Answers:
Question 1 answer:
PH = 7.315, that is mild acidaemia.
pCO2 = 48 mmHg. For venous blood, pCO2 level up to 48 mmHg is considered normal (40 for arterial blood).
HCO3 = 24 mmol/L, that is also normal.
As these 2 values don’t explain the patient acidosis, we will calculate the anion gap
Anion Gap = Na – (Cl + HCO3), for this patient it will be: 158 – (118 + 24) = 16, so we have HAGMA.
We usually calculate the Delta Ratio in the presence of HAGMA. Delta Ratio is calculated as: (AG – 12) / (24 – HCO3). Since this patient’s HCO3 is 24 then this calculation is not appropriate.
We are going to calculate the Delta Gap as alternative. Delta gap is calculates as:
Delta gap = Na+ – Cl– – 36
Delta gap = (change in anion gap) – (change in bicarbonate). The normal anion gap is assumed to be 12, and the normal HCO3 is assumed to be 24. This is a simplified equation as 36 is the sum of 24 + 12.
Interpretation of the Delta Gap:
- -6 = Mixed HAGMA and NAGMA
- -6 to 6 = Only a HAGMA
- over 6 = Mixed HAGMA and metabolic alkalosis.
For this patient, Delta Gap = 158 – 118 – 36 = 4. So we have pure HAGMA.
Other abnormal findings:
Na = 158 mmol/L, that is moderate hypernatraemia.
Cl = 118 mmol/L, that is hyperchloraemia
Glucose = 19.5 mmol/L, that is hyperglycemia. In the presence of hyperglycemia we get pseudohyponatraemia. To correct Na level, we use the following equasion:
Corrected Na = Measured Na + (Glucose – 5)/3 = 163 mmol/L. That is reflection of the degree of dehydration.
This patient has high sodium and glucose levels. Both these values affect serum osmolality level.
Serum osmolality is calculated as Na x2 + Glucose + urea. Usual value is 285 to 295 mmol/L. For this patient the value is 335.5 + Urea level. Serum osmolality for this patient is high and since it is higher than 320 mmol/L, then this patient has HHS.
Lactate = 2.4 mmol/L, that is mildly elevated
Ketones = 1.9 mmol/L, that is also mildly elevated.
Both Lactate and ketones levels are unlikely to cause acidosis.

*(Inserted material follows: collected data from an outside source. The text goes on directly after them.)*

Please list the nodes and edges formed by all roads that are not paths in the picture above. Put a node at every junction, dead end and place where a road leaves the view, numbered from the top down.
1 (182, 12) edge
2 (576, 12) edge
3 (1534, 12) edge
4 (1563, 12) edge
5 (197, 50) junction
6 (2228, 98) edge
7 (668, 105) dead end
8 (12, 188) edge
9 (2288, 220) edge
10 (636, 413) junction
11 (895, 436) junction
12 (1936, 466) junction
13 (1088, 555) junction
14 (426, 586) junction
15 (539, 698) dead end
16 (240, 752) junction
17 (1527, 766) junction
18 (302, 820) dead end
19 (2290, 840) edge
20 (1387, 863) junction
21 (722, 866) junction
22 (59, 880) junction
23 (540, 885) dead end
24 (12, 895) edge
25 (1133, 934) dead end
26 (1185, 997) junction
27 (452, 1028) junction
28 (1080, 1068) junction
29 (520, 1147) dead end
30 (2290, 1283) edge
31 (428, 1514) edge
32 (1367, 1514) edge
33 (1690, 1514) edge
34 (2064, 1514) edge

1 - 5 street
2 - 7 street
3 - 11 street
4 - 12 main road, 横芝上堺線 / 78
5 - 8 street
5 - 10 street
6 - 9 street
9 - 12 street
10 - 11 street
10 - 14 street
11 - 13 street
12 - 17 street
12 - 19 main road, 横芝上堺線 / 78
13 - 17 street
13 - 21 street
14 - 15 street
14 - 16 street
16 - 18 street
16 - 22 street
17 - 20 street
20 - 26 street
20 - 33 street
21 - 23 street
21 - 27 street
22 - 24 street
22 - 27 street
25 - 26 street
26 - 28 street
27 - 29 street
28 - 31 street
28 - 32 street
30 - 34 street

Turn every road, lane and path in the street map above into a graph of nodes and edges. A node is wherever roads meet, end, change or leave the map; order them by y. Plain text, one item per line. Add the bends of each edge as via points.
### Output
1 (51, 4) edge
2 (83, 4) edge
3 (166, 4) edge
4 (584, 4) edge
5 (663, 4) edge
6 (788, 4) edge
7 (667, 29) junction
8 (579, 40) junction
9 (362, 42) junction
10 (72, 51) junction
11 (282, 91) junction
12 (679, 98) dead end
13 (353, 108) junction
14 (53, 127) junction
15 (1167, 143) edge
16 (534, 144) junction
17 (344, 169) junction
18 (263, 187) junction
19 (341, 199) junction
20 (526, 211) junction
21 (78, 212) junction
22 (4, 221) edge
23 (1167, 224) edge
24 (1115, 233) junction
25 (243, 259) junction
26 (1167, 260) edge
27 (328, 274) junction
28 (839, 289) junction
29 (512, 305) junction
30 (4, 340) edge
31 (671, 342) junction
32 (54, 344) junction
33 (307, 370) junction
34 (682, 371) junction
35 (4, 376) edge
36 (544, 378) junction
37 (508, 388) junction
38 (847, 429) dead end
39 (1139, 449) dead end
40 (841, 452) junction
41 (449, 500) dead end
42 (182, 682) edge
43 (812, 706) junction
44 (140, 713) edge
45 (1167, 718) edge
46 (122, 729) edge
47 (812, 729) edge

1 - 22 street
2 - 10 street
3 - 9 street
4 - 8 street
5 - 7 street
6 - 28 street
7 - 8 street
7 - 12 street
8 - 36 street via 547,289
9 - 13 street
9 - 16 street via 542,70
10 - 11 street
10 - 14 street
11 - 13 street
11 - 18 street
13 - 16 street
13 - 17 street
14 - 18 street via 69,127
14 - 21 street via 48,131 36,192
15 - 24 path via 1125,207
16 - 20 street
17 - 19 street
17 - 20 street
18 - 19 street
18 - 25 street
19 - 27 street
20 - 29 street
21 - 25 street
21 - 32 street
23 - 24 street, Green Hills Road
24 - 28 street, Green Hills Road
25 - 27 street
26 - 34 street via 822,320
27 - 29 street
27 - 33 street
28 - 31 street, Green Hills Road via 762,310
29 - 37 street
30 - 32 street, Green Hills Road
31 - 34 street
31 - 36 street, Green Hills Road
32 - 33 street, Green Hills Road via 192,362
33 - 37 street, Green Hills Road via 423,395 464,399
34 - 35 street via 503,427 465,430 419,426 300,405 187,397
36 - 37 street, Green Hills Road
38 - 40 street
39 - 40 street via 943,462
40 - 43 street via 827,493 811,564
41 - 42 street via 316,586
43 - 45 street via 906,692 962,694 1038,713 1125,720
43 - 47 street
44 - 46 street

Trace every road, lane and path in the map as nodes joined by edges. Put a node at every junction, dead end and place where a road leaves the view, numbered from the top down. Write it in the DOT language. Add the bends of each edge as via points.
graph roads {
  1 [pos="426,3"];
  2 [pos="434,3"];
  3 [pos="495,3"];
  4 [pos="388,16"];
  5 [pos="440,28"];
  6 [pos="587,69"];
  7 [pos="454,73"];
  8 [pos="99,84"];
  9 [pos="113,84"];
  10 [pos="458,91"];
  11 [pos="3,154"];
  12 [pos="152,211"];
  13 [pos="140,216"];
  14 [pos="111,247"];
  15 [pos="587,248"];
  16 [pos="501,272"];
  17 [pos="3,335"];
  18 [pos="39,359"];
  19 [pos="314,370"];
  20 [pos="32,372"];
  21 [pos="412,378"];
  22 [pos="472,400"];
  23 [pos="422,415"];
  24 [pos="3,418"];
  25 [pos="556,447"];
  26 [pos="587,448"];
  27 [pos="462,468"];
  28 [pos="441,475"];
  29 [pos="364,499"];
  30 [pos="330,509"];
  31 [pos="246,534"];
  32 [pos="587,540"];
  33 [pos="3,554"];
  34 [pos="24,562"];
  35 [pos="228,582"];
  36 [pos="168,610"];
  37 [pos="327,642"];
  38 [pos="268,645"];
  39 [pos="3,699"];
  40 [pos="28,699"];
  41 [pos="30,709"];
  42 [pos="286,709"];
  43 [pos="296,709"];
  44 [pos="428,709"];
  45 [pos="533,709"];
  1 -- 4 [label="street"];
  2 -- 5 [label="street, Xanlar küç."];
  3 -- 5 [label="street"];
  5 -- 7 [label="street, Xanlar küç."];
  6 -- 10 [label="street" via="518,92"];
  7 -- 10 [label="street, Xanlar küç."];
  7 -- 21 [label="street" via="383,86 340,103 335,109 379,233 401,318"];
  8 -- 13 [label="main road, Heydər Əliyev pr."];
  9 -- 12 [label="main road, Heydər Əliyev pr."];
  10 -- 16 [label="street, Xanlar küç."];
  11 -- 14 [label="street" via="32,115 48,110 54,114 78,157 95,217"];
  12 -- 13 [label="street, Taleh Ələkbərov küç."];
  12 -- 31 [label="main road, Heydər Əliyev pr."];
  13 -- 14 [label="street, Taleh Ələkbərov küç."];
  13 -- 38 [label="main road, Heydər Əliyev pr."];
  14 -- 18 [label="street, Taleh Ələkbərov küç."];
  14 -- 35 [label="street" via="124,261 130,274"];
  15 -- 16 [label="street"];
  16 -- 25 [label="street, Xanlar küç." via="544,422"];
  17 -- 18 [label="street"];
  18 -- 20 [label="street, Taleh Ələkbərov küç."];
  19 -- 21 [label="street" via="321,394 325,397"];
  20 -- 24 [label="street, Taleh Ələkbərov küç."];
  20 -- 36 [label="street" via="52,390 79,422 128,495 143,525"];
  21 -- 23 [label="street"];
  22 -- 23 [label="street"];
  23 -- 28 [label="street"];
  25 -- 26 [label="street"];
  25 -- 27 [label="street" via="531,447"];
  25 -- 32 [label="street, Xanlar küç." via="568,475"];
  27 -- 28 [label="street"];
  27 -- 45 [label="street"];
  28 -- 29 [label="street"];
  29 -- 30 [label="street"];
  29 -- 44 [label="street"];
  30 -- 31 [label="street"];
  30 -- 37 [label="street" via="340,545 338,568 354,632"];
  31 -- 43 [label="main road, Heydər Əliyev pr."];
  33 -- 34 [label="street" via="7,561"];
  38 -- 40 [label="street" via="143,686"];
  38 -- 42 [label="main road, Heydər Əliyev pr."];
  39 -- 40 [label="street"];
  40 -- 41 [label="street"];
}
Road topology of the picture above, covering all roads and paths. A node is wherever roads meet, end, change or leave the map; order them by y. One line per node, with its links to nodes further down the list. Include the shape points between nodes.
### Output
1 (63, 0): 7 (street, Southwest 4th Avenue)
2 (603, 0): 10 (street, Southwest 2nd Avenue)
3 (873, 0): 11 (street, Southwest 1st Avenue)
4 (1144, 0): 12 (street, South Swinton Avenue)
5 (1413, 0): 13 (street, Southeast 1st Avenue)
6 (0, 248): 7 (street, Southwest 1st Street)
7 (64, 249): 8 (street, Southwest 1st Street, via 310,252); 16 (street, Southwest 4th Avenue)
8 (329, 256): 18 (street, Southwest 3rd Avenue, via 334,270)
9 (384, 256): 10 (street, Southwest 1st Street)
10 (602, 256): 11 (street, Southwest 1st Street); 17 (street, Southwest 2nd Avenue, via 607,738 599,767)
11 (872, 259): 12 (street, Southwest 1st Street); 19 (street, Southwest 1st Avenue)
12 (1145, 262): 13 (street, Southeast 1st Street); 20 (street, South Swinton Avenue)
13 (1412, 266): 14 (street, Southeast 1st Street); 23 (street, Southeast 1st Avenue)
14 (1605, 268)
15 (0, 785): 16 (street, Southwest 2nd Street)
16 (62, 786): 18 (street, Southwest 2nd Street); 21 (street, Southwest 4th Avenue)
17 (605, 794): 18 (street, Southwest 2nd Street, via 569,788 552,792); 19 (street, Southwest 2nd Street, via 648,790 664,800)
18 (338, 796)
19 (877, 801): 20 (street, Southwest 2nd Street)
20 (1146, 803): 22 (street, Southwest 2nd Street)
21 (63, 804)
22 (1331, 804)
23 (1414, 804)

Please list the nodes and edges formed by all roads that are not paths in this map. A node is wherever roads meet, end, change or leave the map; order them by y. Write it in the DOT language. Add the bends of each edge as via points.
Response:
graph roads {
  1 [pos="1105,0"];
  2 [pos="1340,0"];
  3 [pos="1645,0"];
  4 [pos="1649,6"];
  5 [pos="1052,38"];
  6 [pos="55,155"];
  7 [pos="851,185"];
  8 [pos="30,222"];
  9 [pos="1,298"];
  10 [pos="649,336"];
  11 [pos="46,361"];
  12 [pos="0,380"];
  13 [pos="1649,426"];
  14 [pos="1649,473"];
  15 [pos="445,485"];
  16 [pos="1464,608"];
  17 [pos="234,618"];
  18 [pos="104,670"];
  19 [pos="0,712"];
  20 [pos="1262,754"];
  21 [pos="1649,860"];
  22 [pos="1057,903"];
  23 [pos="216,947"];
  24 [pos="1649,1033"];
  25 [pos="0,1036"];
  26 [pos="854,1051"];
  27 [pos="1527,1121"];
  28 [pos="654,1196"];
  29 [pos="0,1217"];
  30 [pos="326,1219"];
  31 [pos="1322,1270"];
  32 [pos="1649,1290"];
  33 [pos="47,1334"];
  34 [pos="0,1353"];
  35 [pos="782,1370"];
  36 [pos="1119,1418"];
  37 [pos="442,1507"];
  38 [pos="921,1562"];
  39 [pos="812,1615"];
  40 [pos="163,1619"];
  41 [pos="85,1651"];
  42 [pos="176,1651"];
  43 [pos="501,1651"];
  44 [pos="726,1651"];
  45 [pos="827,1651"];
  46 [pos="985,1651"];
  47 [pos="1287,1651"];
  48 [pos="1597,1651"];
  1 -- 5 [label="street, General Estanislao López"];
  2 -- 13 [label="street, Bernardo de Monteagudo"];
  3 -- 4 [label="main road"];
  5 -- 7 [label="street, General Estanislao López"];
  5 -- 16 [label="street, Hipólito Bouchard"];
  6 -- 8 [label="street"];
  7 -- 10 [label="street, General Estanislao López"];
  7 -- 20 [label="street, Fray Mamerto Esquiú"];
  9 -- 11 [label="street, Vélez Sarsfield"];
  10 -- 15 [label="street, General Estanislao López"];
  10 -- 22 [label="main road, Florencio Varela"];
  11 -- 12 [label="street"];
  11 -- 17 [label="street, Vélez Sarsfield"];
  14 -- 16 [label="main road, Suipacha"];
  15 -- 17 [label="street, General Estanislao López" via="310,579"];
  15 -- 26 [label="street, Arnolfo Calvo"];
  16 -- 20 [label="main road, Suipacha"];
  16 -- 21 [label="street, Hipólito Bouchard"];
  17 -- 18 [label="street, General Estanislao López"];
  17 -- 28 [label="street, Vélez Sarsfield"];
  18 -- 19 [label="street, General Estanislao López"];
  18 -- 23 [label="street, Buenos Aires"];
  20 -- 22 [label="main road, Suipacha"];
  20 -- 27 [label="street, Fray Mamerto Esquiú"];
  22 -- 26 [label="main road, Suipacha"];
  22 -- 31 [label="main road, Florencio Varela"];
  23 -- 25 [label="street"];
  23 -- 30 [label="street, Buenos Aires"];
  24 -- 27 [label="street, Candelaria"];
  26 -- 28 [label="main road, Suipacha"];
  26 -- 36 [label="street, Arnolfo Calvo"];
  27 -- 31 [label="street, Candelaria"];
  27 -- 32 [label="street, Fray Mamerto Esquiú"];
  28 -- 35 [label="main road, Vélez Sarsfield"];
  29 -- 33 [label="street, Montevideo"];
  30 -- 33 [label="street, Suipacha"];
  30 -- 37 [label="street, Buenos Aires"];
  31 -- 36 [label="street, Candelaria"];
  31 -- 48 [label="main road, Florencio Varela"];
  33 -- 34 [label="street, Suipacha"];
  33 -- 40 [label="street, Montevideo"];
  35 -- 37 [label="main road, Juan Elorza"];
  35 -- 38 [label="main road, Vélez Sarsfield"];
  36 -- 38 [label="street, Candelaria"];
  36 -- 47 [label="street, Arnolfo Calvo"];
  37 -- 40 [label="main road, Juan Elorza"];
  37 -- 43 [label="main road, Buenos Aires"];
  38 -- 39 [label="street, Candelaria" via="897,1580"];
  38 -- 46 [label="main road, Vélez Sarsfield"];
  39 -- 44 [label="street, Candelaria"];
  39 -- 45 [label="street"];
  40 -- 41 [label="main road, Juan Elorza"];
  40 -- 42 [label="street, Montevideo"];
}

Next we look at the cause of HAGMA for this patient. For the differential diagnosis of HAGMA we use the mnemonic CAT MUDPILES.
- C = cyanide, carbon monoxide
- A = alcoholic ketoacidosis and starvation Ketoacidosis.
- T = toluene
- M = methanol, metformin
- U = uraemia
- D = diabetic ketoacidosis
- P = phenformin, pyroglutamic acid, paraldehyde, propylene glycol, paracetamol
- I = iron, isoniazid
- L = lactate
- E = ethanol, ethylene glycol
- S = salicylates
From the list above, uraemia is the only possible cause. ( For DKA to be considered in this patient, Ketones level should be at least 3 mmo/L).
Urea level is usually elevated in patients presenting with HHS. For this patient urea level was 20 mmol/L. This level gave this patient a Urea: Creatinine ratio of 327. This means that the cause of renal impairment for this patient is pre-renal.
Urea: Creatinine ratio is calculated as: (Urea x 1000) / Creatinine
- Ratio > 100:1 means the cause of renal impairment is Pre-renal.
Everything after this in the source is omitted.